- Musalan Location within Iran
- Coordinates: 36°22′39″N 45°24′07″E﻿ / ﻿36.37750°N 45.40194°E
- Country: Iran
- Province: West Azerbaijan
- County: Mirabad
- District: Central
- Rural District: Gavork-e Nalin

Population (2016)
- • Total: 611
- Time zone: UTC+3:30 (IRST)

= Musalan =

Village in West Azerbaijan province, Iran

Musalan (موسالان) (Note: Also romanized as Mūsālān) is a village in, and the capital of, Gavork-e Nalin Rural District in the Central District (Note: Formerly Vazineh District of Sardasht County) of Mirabad County, West Azerbaijan province, Iran.

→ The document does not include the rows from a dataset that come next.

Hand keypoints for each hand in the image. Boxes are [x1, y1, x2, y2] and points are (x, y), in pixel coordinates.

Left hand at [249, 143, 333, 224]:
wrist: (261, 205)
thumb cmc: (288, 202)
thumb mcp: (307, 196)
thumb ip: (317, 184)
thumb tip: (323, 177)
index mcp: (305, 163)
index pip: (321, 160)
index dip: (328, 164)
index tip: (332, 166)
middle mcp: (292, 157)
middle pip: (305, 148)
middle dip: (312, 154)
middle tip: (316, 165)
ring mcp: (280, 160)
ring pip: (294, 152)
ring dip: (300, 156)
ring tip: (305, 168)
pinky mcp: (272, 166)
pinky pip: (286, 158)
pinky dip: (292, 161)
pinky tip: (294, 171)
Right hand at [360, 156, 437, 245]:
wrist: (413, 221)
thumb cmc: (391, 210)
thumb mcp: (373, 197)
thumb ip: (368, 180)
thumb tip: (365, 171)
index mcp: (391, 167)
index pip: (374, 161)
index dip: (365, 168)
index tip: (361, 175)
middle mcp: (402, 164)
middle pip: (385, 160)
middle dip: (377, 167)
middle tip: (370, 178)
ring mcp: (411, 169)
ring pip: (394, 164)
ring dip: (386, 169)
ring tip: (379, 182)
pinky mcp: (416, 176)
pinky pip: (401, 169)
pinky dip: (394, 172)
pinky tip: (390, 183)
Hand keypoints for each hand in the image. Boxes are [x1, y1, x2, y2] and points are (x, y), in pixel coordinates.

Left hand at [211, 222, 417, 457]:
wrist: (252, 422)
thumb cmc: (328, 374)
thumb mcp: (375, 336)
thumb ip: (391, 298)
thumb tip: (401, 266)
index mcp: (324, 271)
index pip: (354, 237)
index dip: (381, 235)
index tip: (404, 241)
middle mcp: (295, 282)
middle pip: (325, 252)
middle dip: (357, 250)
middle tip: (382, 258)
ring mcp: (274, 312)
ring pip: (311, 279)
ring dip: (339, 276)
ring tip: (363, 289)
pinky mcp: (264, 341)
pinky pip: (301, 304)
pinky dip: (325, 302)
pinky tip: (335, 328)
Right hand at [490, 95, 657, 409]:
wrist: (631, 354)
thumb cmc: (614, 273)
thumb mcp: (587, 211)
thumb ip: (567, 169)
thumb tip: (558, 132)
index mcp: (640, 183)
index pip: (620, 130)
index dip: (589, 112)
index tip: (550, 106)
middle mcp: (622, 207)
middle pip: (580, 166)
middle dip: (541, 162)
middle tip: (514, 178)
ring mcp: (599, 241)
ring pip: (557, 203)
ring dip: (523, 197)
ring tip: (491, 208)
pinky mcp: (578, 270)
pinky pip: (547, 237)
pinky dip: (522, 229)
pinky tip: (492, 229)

The previous capital of the rural district was the village of Mirabad, now a city.

==Demographics==
===Population===
At the time of the 2006 National Census, the village's population was 572 in 85 households, when it was in Vazineh District (Note: Renamed the Central District of Mirabad County) of Sardasht County. The following census in 2011 counted 680 people in 126 households. The 2016 census measured the population of the village as 611 people in 141 households.

In 2022, the district was separated from the county in the establishment of Mirabad County and renamed the Central District.